AEC’s Ashraf Cassiem on the World Cup

14 07 2010





Press: Kicked Out for the Cup?

10 06 2010

Watch Christopher Werth’s multimedia report from South Africa: “Out of Bounds? Cape Town’s Cleanup for the World Cup.”

Kicked Out for the Cup?

South Africa is accused of clearing Cape Town slums to clean up for the big event

Newsweek Magazine, 4 June 2010

by Christhoper Werth

Victor Gumbi sits pensively beside a smoldering fire in a newly cleared lot, literally in the shadow of the recently renovated Ellis Park Stadium, one of the many venues where South Africa will host the World Cup football tournament, which kicks off this week. South Africa billed the world’s most popular sporting event as a boon to development that would help lift millions out of poverty, but Gumbi, a 35-year-old day laborer, says things are only getting worse.

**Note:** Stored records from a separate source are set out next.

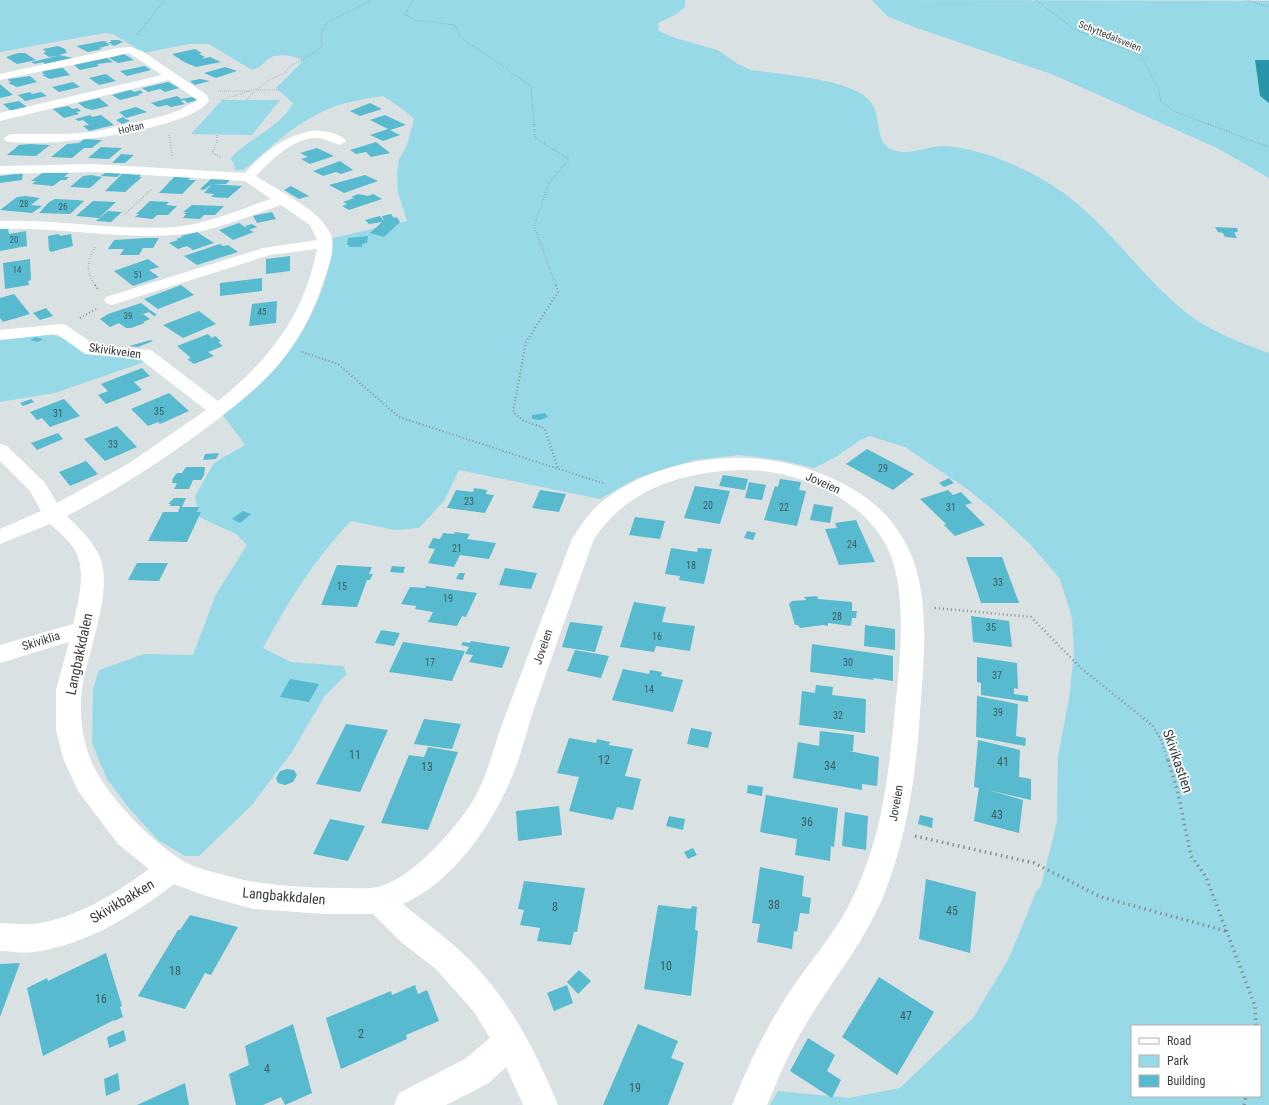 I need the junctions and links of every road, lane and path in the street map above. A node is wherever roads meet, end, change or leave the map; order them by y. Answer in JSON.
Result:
{"nodes":[{"id":1,"x":164,"y":0,"type":"edge"},
{"id":2,"x":372,"y":0,"type":"edge"},
{"id":3,"x":413,"y":0,"type":"edge"},
{"id":4,"x":1036,"y":0,"type":"edge"},
{"id":5,"x":1246,"y":0,"type":"edge"},
{"id":6,"x":1269,"y":7,"type":"edge"},
{"id":7,"x":130,"y":50,"type":"junction"},
{"id":8,"x":171,"y":76,"type":"junction"},
{"id":9,"x":0,"y":77,"type":"edge"},
{"id":10,"x":194,"y":90,"type":"junction"},
{"id":11,"x":254,"y":90,"type":"junction"},
{"id":12,"x":280,"y":90,"type":"dead end"},
{"id":13,"x":247,"y":100,"type":"dead end"},
{"id":14,"x":26,"y":110,"type":"junction"},
{"id":15,"x":192,"y":110,"type":"junction"},
{"id":16,"x":176,"y":116,"type":"junction"},
{"id":17,"x":0,"y":117,"type":"edge"},
{"id":18,"x":0,"y":125,"type":"edge"},
{"id":19,"x":41,"y":128,"type":"junction"},
{"id":20,"x":340,"y":141,"type":"dead end"},
{"id":21,"x":5,"y":142,"type":"edge"},
{"id":22,"x":1269,"y":147,"type":"edge"},
{"id":23,"x":0,"y":170,"type":"edge"},
{"id":24,"x":170,"y":172,"type":"junction"},
{"id":25,"x":248,"y":177,"type":"junction"},
{"id":26,"x":282,"y":200,"type":"junction"},
{"id":27,"x":0,"y":225,"type":"edge"},
{"id":28,"x":324,"y":244,"type":"junction"},
{"id":29,"x":112,"y":300,"type":"joint"},
{"id":30,"x":60,"y":329,"type":"junction"},
{"id":31,"x":0,"y":335,"type":"edge"},
{"id":32,"x":284,"y":346,"type":"junction"},
{"id":33,"x":218,"y":410,"type":"junction"},
{"id":34,"x":0,"y":450,"type":"edge"},
{"id":35,"x":558,"y":468,"type":"junction"},
{"id":36,"x":625,"y":493,"type":"junction"},
{"id":37,"x":53,"y":514,"type":"junction"},
{"id":38,"x":0,"y":537,"type":"edge"},
{"id":39,"x":911,"y":606,"type":"junction"},
{"id":40,"x":82,"y":630,"type":"junction"},
{"id":41,"x":0,"y":654,"type":"edge"},
{"id":42,"x":891,"y":830,"type":"junction"},
{"id":43,"x":172,"y":869,"type":"junction"},
{"id":44,"x":379,"y":901,"type":"junction"},
{"id":45,"x":1227,"y":931,"type":"junction"},
{"id":46,"x":0,"y":937,"type":"edge"},
{"id":47,"x":1256,"y":1025,"type":"edge"},
{"id":48,"x":511,"y":1041,"type":"junction"},
{"id":49,"x":411,"y":1105,"type":"edge"},
{"id":50,"x":541,"y":1105,"type":"edge"},
{"id":51,"x":749,"y":1105,"type":"edge"}],
"edges":[{"from":1,"to":7,"type":"path"},
{"from":2,"to":11,"type":"path"},
{"from":3,"to":35,"type":"path"},
{"from":4,"to":22,"type":"path","name":"Schyttedalsveien"},
{"from":5,"to":6,"type":"path"},
{"from":7,"to":8,"type":"street"},
{"from":7,"to":9,"type":"street"},
{"from":8,"to":10,"type":"street"},
{"from":8,"to":14,"type":"street"},
{"from":10,"to":11,"type":"path"},
{"from":10,"to":15,"type":"street"},
{"from":11,"to":12,"type":"path"},
{"from":11,"to":13,"type":"path"},
{"from":11,"to":15,"type":"path"},
{"from":14,"to":17,"type":"street"},
{"from":14,"to":19,"type":"street"},
{"from":15,"to":16,"type":"street","name":"Holtan"},
{"from":16,"to":19,"type":"street","name":"Holtan"},
{"from":16,"to":24,"type":"path"},
{"from":18,"to":21,"type":"street","name":"Holtan"},
{"from":19,"to":21,"type":"street","name":"Holtan"},
{"from":20,"to":25,"type":"street"},
{"from":23,"to":24,"type":"street"},
{"from":24,"to":25,"type":"street"},
{"from":25,"to":26,"type":"street"},
{"from":26,"to":27,"type":"street"},
{"from":26,"to":28,"type":"street"},
{"from":28,"to":29,"type":"street"},
{"from":28,"to":32,"type":"street"},
{"from":29,"to":30,"type":"path"},
{"from":30,"to":31,"type":"street"},
{"from":30,"to":33,"type":"street","name":"Skivikveien"},
{"from":32,"to":33,"type":"street"},
{"from":32,"to":35,"type":"path"},
{"from":33,"to":37,"type":"street"},
{"from":34,"to":37,"type":"street"},
{"from":35,"to":36,"type":"path"},
{"from":36,"to":39,"type":"street","name":"Joveien"},
{"from":36,"to":44,"type":"street","name":"Joveien"},
{"from":37,"to":38,"type":"street"},
{"from":37,"to":40,"type":"street","name":"Langbakkdalen"},
{"from":39,"to":42,"type":"street","name":"Joveien"},
{"from":39,"to":45,"type":"path","name":"Skivikastien"},
{"from":40,"to":41,"type":"street","name":"Skiviklia"},
{"from":40,"to":43,"type":"street","name":"Langbakkdalen"},
{"from":42,"to":45,"type":"path"},
{"from":42,"to":51,"type":"street","name":"Joveien"},
{"from":43,"to":44,"type":"street","name":"Langbakkdalen"},
{"from":43,"to":46,"type":"street","name":"Skivikbakken"},
{"from":44,"to":48,"type":"street"},
{"from":45,"to":47,"type":"path","name":"Skivikastien"},
{"from":48,"to":49,"type":"street"},
{"from":48,"to":50,"type":"street"}]}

Not long after South Africa was awarded the tournament, an entire city block in the neighborhood where he lives was slated for destruction as part of a larger urban-regeneration scheme around the stadium, as Johannesburg began preparing for the throngs of tourists expected to come pouring in over the next few weeks. Late last year, the run-down building where Gumbi was squatting was torn down, leaving him in a small, jerry-built shack in the middle of a block of half-demolished houses that local residents have nicknamed “Baghdad.” Now many residents who’d been living in the area’s abandoned buildings for well more than a decade feel they’re being forced out because of the World Cup. “They want to hide us. They don’t want the Europeans seeing the people living here, so they demolished these dirty houses,” says Gumbi, who’s convinced he’ll be removed once and for all before the games actually begin.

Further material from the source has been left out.